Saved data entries
────────────────────

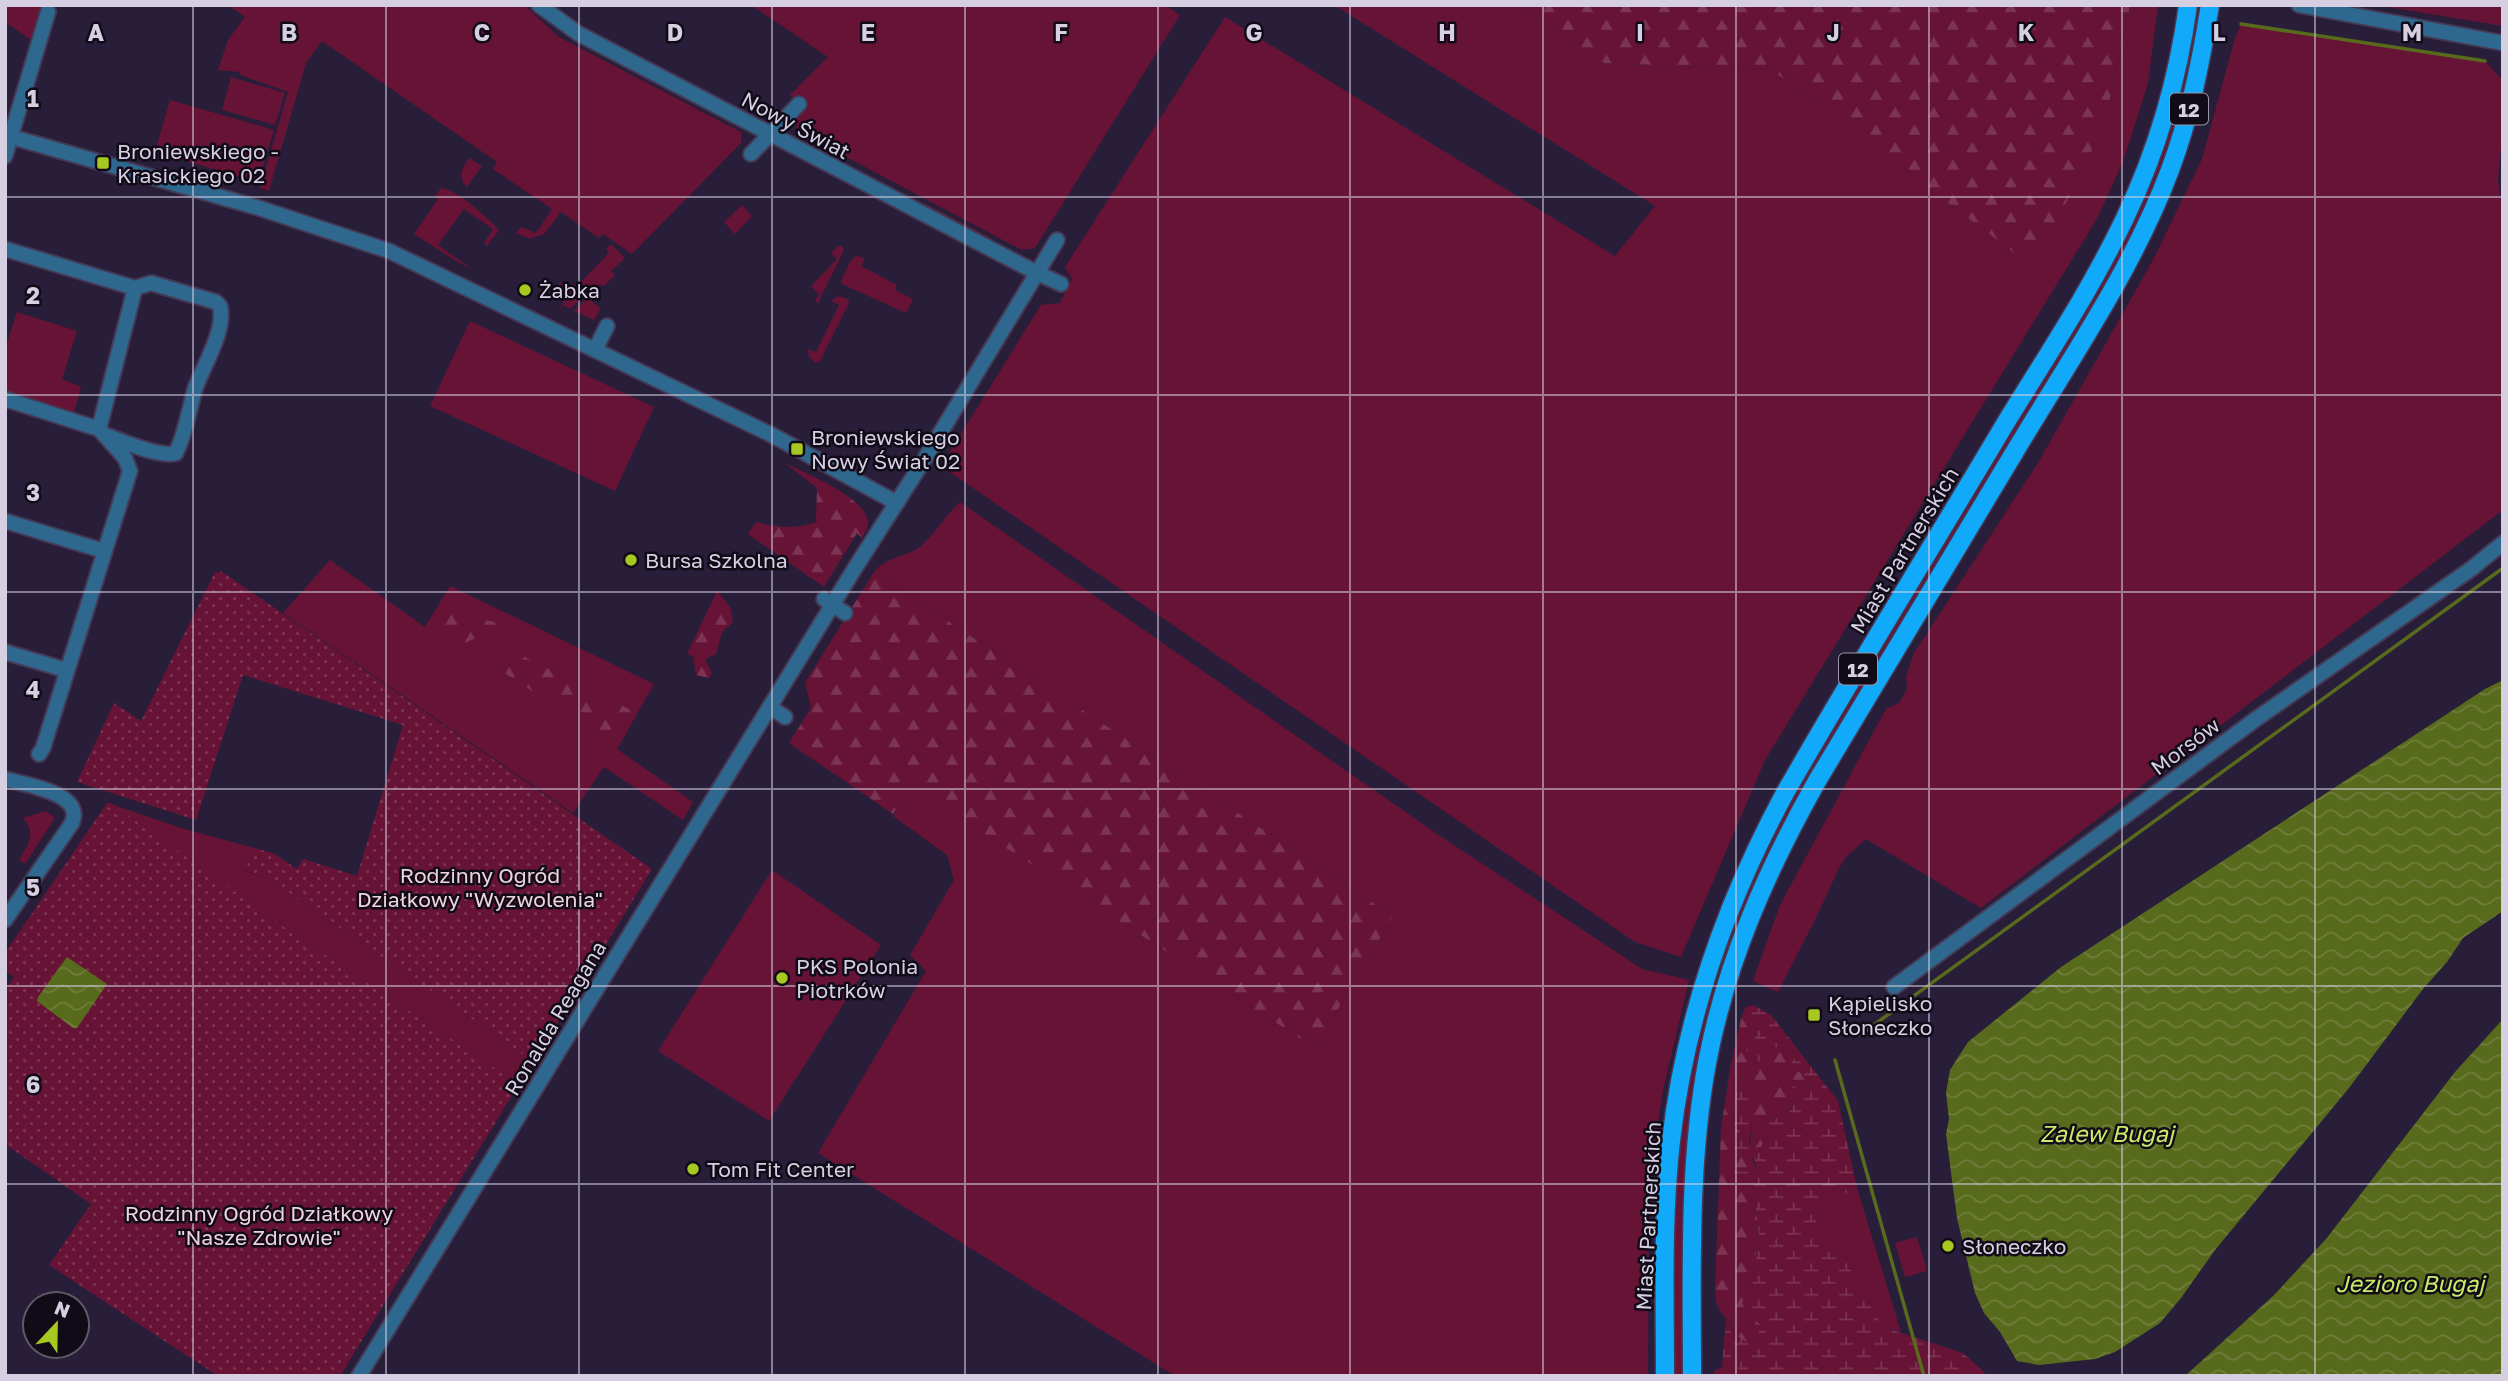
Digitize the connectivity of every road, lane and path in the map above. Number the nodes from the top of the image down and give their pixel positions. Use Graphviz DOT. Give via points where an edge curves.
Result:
graph roads {
  1 [pos="539,5"];
  2 [pos="2188,5"];
  3 [pos="2210,5"];
  4 [pos="2223,5"];
  5 [pos="2299,5"];
  6 [pos="48,12"];
  7 [pos="2503,43"];
  8 [pos="2203,48"];
  9 [pos="799,104"];
  10 [pos="771,135"];
  11 [pos="8,136"];
  12 [pos="751,154"];
  13 [pos="5,156"];
  14 [pos="1057,240"];
  15 [pos="5,249"];
  16 [pos="1037,273"];
  17 [pos="1061,284"];
  18 [pos="135,288"];
  19 [pos="607,326"];
  20 [pos="595,350"];
  21 [pos="5,399"];
  22 [pos="102,432"];
  23 [pos="139,446"];
  24 [pos="130,466"];
  25 [pos="897,503"];
  26 [pos="5,521"];
  27 [pos="2503,543"];
  28 [pos="104,551"];
  29 [pos="5,652"];
  30 [pos="66,670"];
  31 [pos="770,707"];
  32 [pos="785,717"];
  33 [pos="38,754"];
  34 [pos="5,779"];
  35 [pos="5,920"];
  36 [pos="1894,987"];
  37 [pos="359,1376"];
  38 [pos="1665,1376"];
  39 [pos="1692,1376"];
  1 -- 10 [label="street, Nowy Świat" via="579,34"];
  2 -- 38 [label="main road, Miast Partnerskich / 12" via="2164,120 2120,228 1791,782 1729,909 1697,1007 1674,1122 1666,1219"];
  3 -- 8 [label="main road, 12"];
  4 -- 8 [label="main road"];
  5 -- 7 [label="street"];
  6 -- 11 [label="street"];
  8 -- 39 [label="main road, 12" via="2170,169 2133,251 1817,781 1753,908 1718,1012 1703,1086 1693,1206"];
  9 -- 10 [label="street"];
  10 -- 12 [label="street"];
  10 -- 16 [label="street, Nowy Świat"];
  11 -- 13 [label="street"];
  11 -- 20 [label="street" via="373,244"];
  14 -- 16 [label="street"];
  15 -- 18 [label="street"];
  16 -- 17 [label="street, Nowy Świat"];
  16 -- 25 [label="street"];
  18 -- 22 [label="street"];
  18 -- 23 [label="street" via="151,283 216,302 221,318 173,454"];
  19 -- 20 [label="street"];
  20 -- 25 [label="street" via="770,434"];
  21 -- 22 [label="street"];
  22 -- 23 [label="street"];
  22 -- 24 [label="street"];
  23 -- 24 [label="street"];
  24 -- 28 [label="street"];
  25 -- 31 [label="street, Ronalda Reagana"];
  26 -- 28 [label="street"];
  27 -- 36 [label="street, Morsów"];
  28 -- 30 [label="street"];
  29 -- 30 [label="street"];
  30 -- 33 [label="street"];
  31 -- 32 [label="street"];
  31 -- 37 [label="street, Ronalda Reagana"];
  34 -- 35 [label="street" via="62,797 75,812"];
}
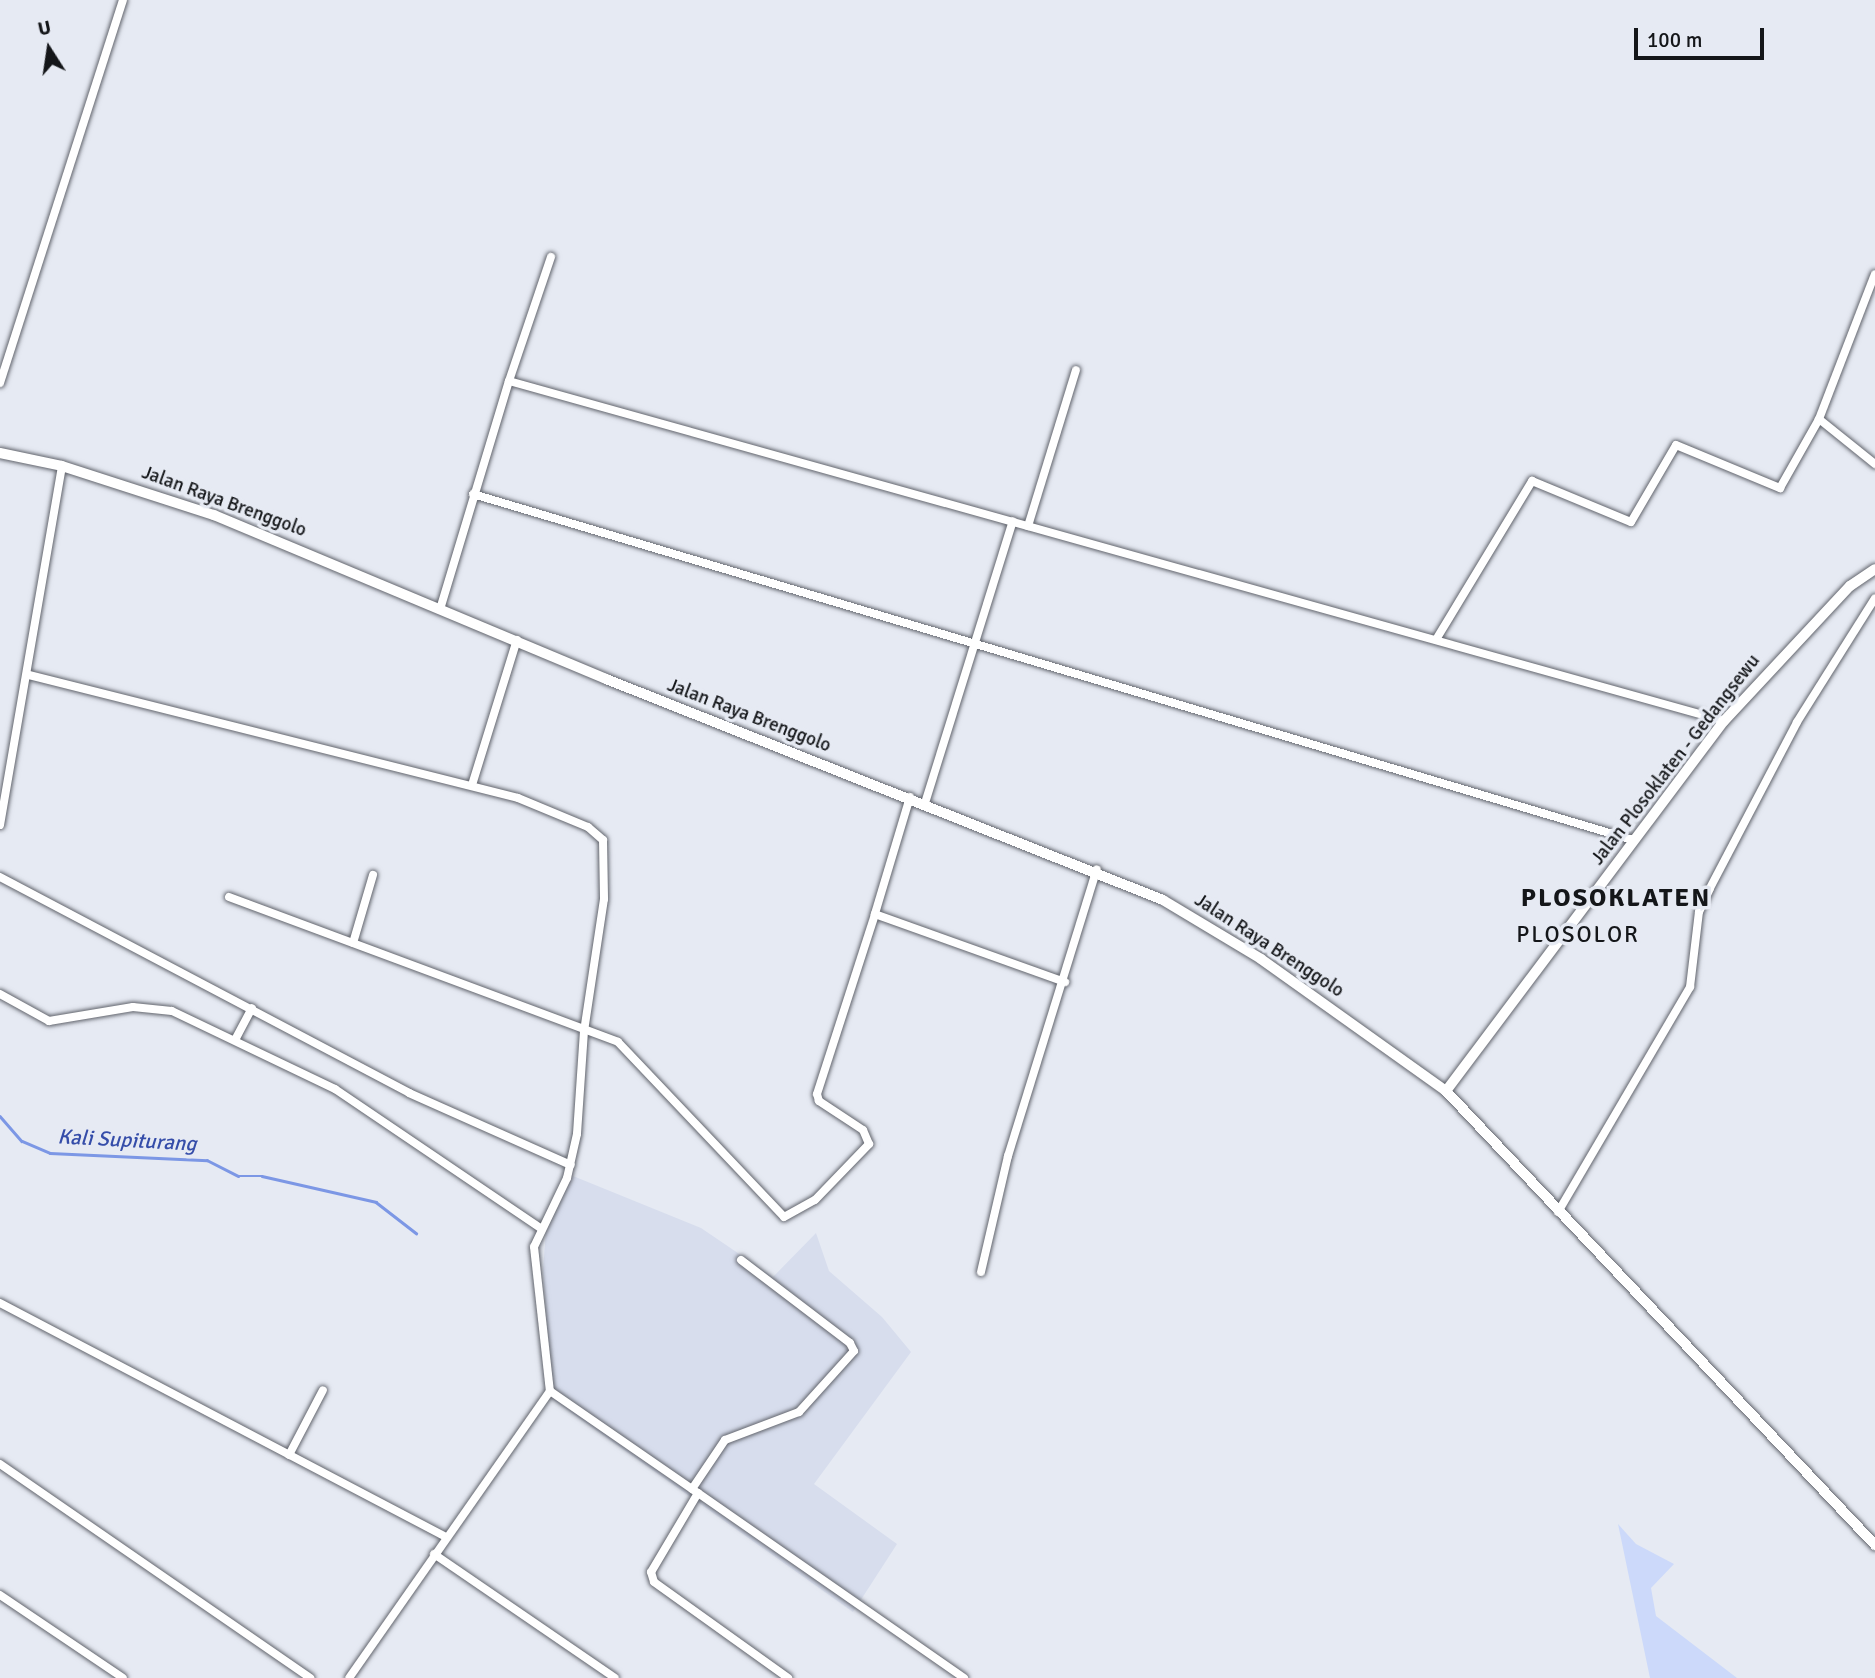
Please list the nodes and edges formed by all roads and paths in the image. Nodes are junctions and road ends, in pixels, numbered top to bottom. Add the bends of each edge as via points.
1 (123, 0) edge
2 (551, 257) dead end
3 (1875, 274) edge
4 (1076, 370) dead end
5 (509, 381) junction
6 (0, 383) edge
7 (1819, 419) junction
8 (0, 453) edge
9 (1875, 464) edge
10 (62, 466) junction
11 (473, 494) junction
12 (1013, 521) junction
13 (1028, 526) junction
14 (1875, 569) edge
15 (1875, 598) edge
16 (440, 606) junction
17 (1437, 638) junction
18 (517, 640) junction
19 (978, 643) junction
20 (29, 675) junction
21 (1724, 721) junction
22 (472, 785) junction
23 (910, 797) junction
24 (925, 803) junction
25 (0, 825) edge
26 (1633, 840) junction
27 (1097, 869) junction
28 (373, 875) dead end
29 (0, 877) edge
30 (229, 897) dead end
31 (875, 914) junction
32 (353, 943) junction
33 (1065, 982) junction
34 (0, 993) edge
35 (252, 1008) junction
36 (584, 1031) junction
37 (235, 1041) junction
38 (1447, 1091) junction
39 (571, 1165) junction
40 (1558, 1212) junction
41 (540, 1228) junction
42 (741, 1260) dead end
43 (981, 1272) dead end
44 (0, 1304) edge
45 (323, 1390) dead end
46 (550, 1391) junction
47 (289, 1455) junction
48 (0, 1464) edge
49 (695, 1491) junction
50 (444, 1536) junction
51 (1875, 1545) edge
52 (434, 1554) junction
53 (0, 1595) edge
54 (123, 1678) edge
55 (310, 1678) edge
56 (348, 1678) edge
57 (615, 1678) edge
58 (788, 1678) edge
59 (964, 1678) edge

1 - 6 street
2 - 5 street
3 - 7 street
4 - 13 street
5 - 11 street
5 - 12 street
7 - 9 street
7 - 17 street via 1778,489 1673,445 1631,522 1532,481
8 - 10 main road, Jalan Raya Brenggolo
10 - 16 main road, Jalan Raya Brenggolo via 214,515
10 - 20 street
11 - 16 street
11 - 19 street
12 - 13 street
12 - 19 street
13 - 17 street
14 - 21 main road, Jalan Plosoklaten - Gedangsewu via 1850,586
15 - 40 street via 1797,722 1710,888 1699,912 1690,987
16 - 18 main road, Jalan Raya Brenggolo
17 - 21 street
18 - 22 street
18 - 23 main road, Jalan Raya Brenggolo
19 - 24 street
19 - 26 street
20 - 22 street
20 - 25 street
21 - 26 main road, Jalan Plosoklaten - Gedangsewu
22 - 36 street via 588,827 603,840 604,900
23 - 24 main road, Jalan Raya Brenggolo
23 - 31 street
24 - 27 main road, Jalan Raya Brenggolo
26 - 38 main road, Jalan Plosoklaten - Gedangsewu
27 - 33 street
27 - 38 main road, Jalan Raya Brenggolo via 1163,900 1261,959
28 - 32 street
29 - 35 street
30 - 32 street
31 - 33 street
31 - 36 street via 817,1094 819,1101 863,1130 869,1144 837,1181 792,1216 784,1217 771,1207 633,1054 618,1042
32 - 36 street
33 - 43 street via 1008,1156
34 - 37 street via 49,1021 151,1006
35 - 37 street
35 - 39 street via 408,1093
36 - 39 street
37 - 41 street via 335,1089
38 - 40 main road, Jalan Raya Brenggolo
39 - 41 street
40 - 51 main road, Jalan Raya Brenggolo
41 - 46 street via 534,1262
42 - 49 street via 850,1343 854,1351 799,1412 725,1440
44 - 47 street
45 - 47 street
46 - 49 street
46 - 50 street
47 - 50 street
48 - 55 street
49 - 58 street via 651,1572 654,1582
49 - 59 street
50 - 52 street
52 - 56 street
52 - 57 street
53 - 54 street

────────────────────

## The problem
Among the entries above, which lines include "Raya"? List them all.

## Exercise answer
8 - 10 main road, Jalan Raya Brenggolo
10 - 16 main road, Jalan Raya Brenggolo via 214,515
16 - 18 main road, Jalan Raya Brenggolo
18 - 23 main road, Jalan Raya Brenggolo
23 - 24 main road, Jalan Raya Brenggolo
24 - 27 main road, Jalan Raya Brenggolo
27 - 38 main road, Jalan Raya Brenggolo via 1163,900 1261,959
38 - 40 main road, Jalan Raya Brenggolo
40 - 51 main road, Jalan Raya Brenggolo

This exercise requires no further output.